053. Kami akan memperlihatkan kepada
mereka tanda-tanda (kekuasaan) Kami di segenap ufuk dan pada diri mereka
sendiri, sehingga jelaslah bagi mereka bahwa Al Qur'an itu adalah benar. Dan
apakah Tuhanmu tidak cukup (bagi kamu) bahwa sesungguhnya Dia menyaksikan
segala sesuatu?(fushlihat (41) ayat 53)
Maka saudara ketua, dengan penuh tanggung jawab kami ingin mengajak bangsa
kita, bangsa Indonesia yang kita cintai itu, untuk siang-siang menyelamatkan
diri dan keturunannya dari arus sekularisme itu, dan mengajak dengan
sungguh-sungguh supaya dengan hati yang teguh, merintiskan jalannya memberikan
dasar-dasar hidup yang kukuh kuat sesuai dengan fithrah manusia, agar bangsa
kita itu memiliki keseimbangan hidup yang stabil, seimbang akal dan kalbunya,
seimbang kecerdasan dengan akhlak budi pekertinya, yang hanya dapat dengan
kembali kepada tuntunan Illahi.
QUL HADZIHI SABIILII UDZ’UWILALLAHI ALA BASHIRATIN ANA WA MAN TABAANII
FASUBHANALLAHI WA MAA ANA MINALMUSRIKIIN.
Terimakasih.
LAMPIRAN :
FRAGMEN
DARI PIDATO SAUDARA OSMAN RALIBY DALAM SIDANG PLENO KONSTITUANTE
TANGGAL 21
MEI 1957
Saudara ketua, memang kedaulatan sesungguhnya itu real souvreignty itu, tidak
terdapat dalam masyarakat makhluk manusia.
Kedaulatan yang sesungguhnya itu adalah kepunyaan Allah Yang Maha Esa dan Maha
Kuasa, sedang kekuasaan atau autoriteit yang seharusnya kita lakukan adalah
satu amanat suci, satu sacred trust, yang sewajarnya berada dalam
batas-batas kehendak Allah.
Walaupun kita tetap menutup mata terhadap kebenaran yang saya katakana ini dan
menyelubungi juga seseorang manusia, atau sejumlah besar ummat manusia, ataupun
sesuatu badan tertentu, dengan pakaian kedaulatan itu, namun saudara ketua,
kita tidak akan dapat melihat satu justifikasi yang sesungguhnya dari usaha
tersebut. Manusia itu baik secara individual, maupun secara kolektive tidak
akan tahan diberikan kedaulatan seperti diinterprestasasikan itu. Watak manusia
sudah demikian, baik individual maupun kolektive, dan jika diberikan juga ia
kedaulatan seperti tersebut secara kunsmatig, maka akibatnya lekas atau lambat
ialah kehancuran bagi ummat itu sendiri, kerubuhan bagi bangsa itu sendiri.

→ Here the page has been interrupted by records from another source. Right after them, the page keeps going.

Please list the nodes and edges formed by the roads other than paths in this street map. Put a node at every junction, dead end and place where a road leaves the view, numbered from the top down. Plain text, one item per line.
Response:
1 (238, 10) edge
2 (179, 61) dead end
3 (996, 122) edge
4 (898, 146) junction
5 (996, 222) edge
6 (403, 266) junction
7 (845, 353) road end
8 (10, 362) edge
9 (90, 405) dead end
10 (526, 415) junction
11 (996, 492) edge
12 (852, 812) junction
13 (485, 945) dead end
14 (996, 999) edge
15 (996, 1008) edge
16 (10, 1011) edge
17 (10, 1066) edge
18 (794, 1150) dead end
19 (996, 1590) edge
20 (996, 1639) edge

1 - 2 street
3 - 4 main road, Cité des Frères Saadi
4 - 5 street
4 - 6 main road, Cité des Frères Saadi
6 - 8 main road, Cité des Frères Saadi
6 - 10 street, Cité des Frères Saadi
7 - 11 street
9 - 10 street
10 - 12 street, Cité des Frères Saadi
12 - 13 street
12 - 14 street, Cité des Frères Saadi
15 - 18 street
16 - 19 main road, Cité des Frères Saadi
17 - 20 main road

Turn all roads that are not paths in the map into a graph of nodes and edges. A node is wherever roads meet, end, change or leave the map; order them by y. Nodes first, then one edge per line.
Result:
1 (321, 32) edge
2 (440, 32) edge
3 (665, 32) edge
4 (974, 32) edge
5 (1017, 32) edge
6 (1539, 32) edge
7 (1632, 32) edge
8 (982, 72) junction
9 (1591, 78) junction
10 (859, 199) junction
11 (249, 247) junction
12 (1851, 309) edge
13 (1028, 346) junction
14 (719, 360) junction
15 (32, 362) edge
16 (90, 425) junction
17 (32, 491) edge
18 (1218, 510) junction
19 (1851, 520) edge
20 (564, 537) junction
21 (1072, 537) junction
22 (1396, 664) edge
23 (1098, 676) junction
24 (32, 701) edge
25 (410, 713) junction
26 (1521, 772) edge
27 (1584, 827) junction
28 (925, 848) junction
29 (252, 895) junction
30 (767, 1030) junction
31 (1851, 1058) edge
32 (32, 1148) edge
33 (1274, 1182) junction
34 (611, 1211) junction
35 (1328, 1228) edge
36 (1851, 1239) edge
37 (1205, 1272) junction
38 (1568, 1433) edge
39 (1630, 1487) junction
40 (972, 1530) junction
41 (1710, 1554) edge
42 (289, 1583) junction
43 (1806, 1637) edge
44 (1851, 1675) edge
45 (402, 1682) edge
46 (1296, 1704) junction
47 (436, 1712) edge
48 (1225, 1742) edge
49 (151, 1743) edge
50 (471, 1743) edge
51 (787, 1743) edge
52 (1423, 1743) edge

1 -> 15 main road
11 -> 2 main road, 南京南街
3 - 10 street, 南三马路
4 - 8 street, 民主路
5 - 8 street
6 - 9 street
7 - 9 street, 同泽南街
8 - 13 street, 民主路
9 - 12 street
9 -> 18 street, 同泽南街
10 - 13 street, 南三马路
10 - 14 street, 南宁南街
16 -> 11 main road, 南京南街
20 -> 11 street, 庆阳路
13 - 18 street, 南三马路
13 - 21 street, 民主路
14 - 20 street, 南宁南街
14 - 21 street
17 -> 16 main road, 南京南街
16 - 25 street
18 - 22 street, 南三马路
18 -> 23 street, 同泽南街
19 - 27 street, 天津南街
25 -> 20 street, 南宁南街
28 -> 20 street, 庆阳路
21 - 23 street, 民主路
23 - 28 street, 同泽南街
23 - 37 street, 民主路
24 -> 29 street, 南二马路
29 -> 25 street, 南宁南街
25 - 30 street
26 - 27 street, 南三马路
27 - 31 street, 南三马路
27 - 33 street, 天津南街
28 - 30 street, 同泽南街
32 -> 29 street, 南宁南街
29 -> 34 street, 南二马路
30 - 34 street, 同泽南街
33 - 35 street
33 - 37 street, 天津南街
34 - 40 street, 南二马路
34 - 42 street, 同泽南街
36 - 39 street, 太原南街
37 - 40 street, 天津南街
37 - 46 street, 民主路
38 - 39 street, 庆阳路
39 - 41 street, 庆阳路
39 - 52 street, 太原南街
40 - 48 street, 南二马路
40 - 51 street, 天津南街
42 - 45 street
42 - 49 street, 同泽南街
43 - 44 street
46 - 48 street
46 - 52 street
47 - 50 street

Tuhan telah mengatakan dalam Al Quraan : waman lam yahkum bima anzal Allaahu fa
ulaika humuzzalimun. (barang siapa tidak memakai hukum ciptaan Tuhan, maka
sesungguhnya mereka itu orang-orang yang melewati batas).
Didalam pandangan kami saudara ketua, sesuai dengan ajaran Islam, segala
kedaulatan de jure adalah kepunyaan Allah, yang kedaulatan de faktonya adalah
inhairent dan jelas tampak didalam segala gerak dan kerja alam semesta. Pun
kedaulatan politik adalah punya Nya.
Segala directiven dan segala perintah dari Yang Maha Esa dan Maha Kuasa itu
telah disampaikan kepada kita lewat seorang manusia sempurna yang bernama
Muhammad Sallallahu alaihi wasallam.
Didalam Negara Republik Indonesia yang kita proklamirkan pada tanggal 17
agustus 1945, saudara ketua, ummat Muhammad ini adalah merupakan suatu jumlah
yang terbesar dan bersama-sama saudara sebangsa lainnya telah memberikan
pengorbanan yang banyak untuk mempertahankan kemerdekaan dan kedaulatan Republik
Indonesia itu.
Kedaulatan itu adalah penting sekali dan merupakan sumber dari kehidupan
bangsa.
Karena itu, saudara ketua, soal kedaulatan ini haruslah menjadi perhatian kita
bersama yang sungguh-sungguh dan seksama. Mengenai soal kedaulatan ini jangan
lah kita meniru-niru saja pengertian yang berlaku di dunia barat ataupun di
dunia timur. Presiden Soekarno sendiri didalam pidato peresmian pembukaan
siding konstituante kita ini telah mengamanatkan dan meminta, supaya undang-undang
dasar yang akan kita susun itu janganlah hendaknya tiruan dan saduran dari
undang-undang dasar yang telah ada di negeri-negeri lain. Sayapun berpendirian
demikian, saudara ketua.
Sudah terang kita harus belajar dan memperhatikan segala pengalaman dari segala
bangsa di dunia ini yang mengenai pembuatan undang-undang dasar itu. Tetapi
hendaknya sesuai dengan harapan Presiden Soekarno, seyogyanya kita ingat
benar-benar, bahwa undang-undang dasar yang kita susun ini adalah untuk bangsa
Indonesia. Kita tidak boleh lengah dalam memperhatikan keinginan, jiwa, watak
dan pribadi dari bangsa atau rakyat kita itu, yang beraneka ragam adapt
istiadatnya, agama dan kepercayaannya.
Kedaulatan yang seperti saya utarakan tadi sering disalah artikan dan acapkali
pula disalah gunakan didalam masyarakat kita. Susunan kenegaraan dalam mana
“temporal dan spiritual power” itu dipersatukan secara spontan, akan tetapi
salah, selalu disebut theokrasi. Cara berpikir seperti ini hendaknya dapat
lambat laun kita lepaskan. Kalu kita toh harus memberikan nama juga terhadap
pemerintahan seperti itu, maka tepatnyalah kalau dinamakan nomokrasi. Menurut
Oxford Dictionary nomocrasi itu ialah “a system of government based on legal
code” atau “the rule of law in community”.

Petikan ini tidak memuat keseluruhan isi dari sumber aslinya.